Jean Dutourd a dit (1) :
"J'ai beaucoup de mérite à pardonner aux grands écrivains d'avoir dit parfaitement ce que je pensais ou sentais moi-même, et que je n'étais pas parvenu encore à exprimer.
Quand j'étais très jeune et que ma vocation n'était pas encore très ferme, je me réjouissais au contraire de trouver chez un auteur ce qui m'était si personnel. J'en concluais qu'il n'était pas nécessaire d'écrire, parce que tout avait été dit, même ce qui m'était le plus précieux.
Un artiste commence à se parler à lui-même ; c'est-à-dire qu'il s'adresse au public comme il aurait désiré qu'on s'adressât à lui, et comme on ne l'avait jamais fait. Il s'explique à lui-même, dans sa manière, qui n'est celle de personne d'autre. De là évidemment qu'on mette trente ans à le comprendre.

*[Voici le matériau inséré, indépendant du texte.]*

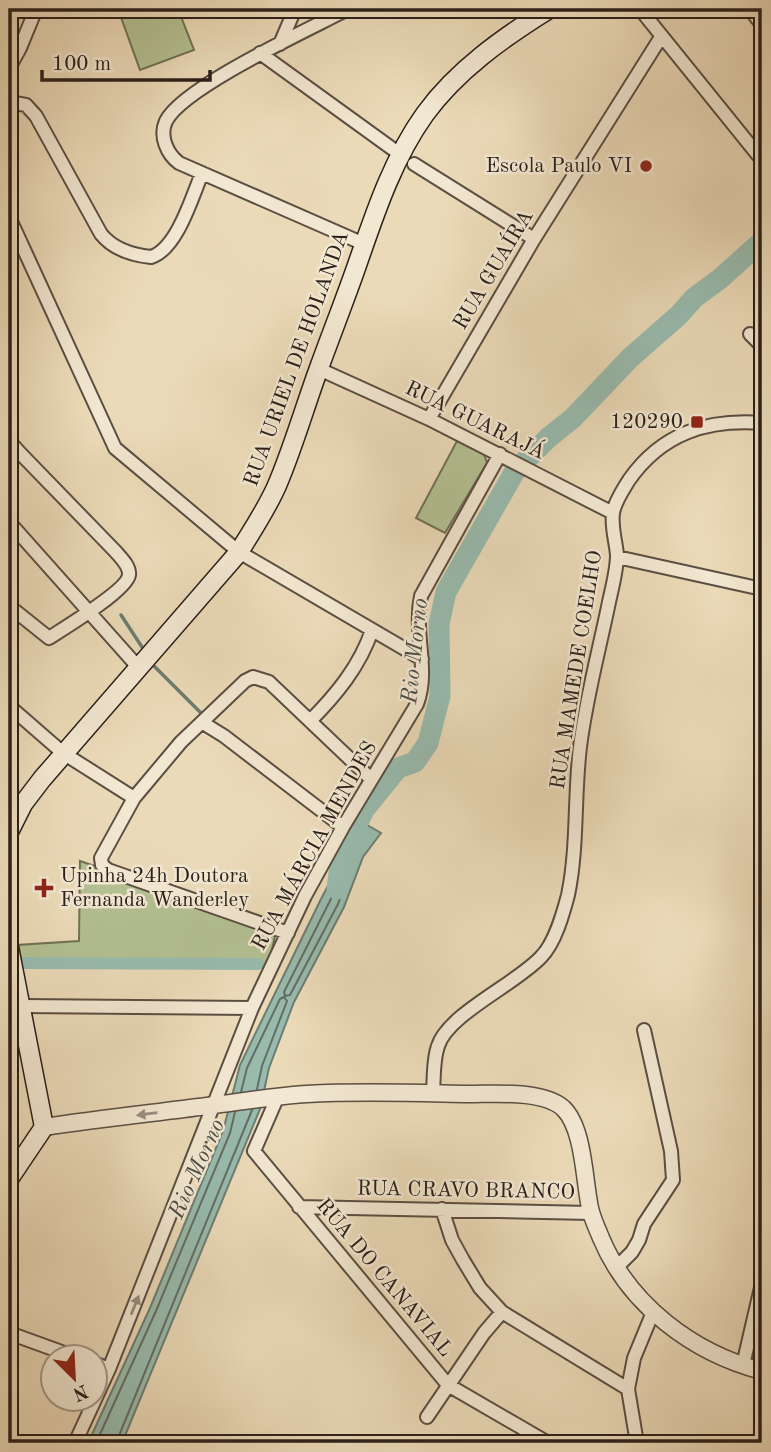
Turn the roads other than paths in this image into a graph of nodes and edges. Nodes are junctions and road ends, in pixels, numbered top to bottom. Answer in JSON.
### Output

Le triomphe des grands écrivains, c'est d'imposer, à la longue, leur soliloque bizarre.
Toujours se dire qu'on écrit pour des lecteurs de feuilletons. Cela oblige à être clair et à expliquer plutôt trop que pas assez. L'humilité, pour un écrivain, n'est pas de prendre son lecteur pour un phénix.
Ecrire avec fureur, comme si on allait mourir demain et qu'on craignait de n'avoir pas fini à temps. Voilà la seule façon d'écrire.
Non, le silence n'est pas mon affaire. Les mots éclatent en sortant de moi. Le silence, pour un artiste, c'est la mort. Quand je me tais, je meurs."
Jean Dutourd, in Carnets d'un émigré (Flammarion, 1973).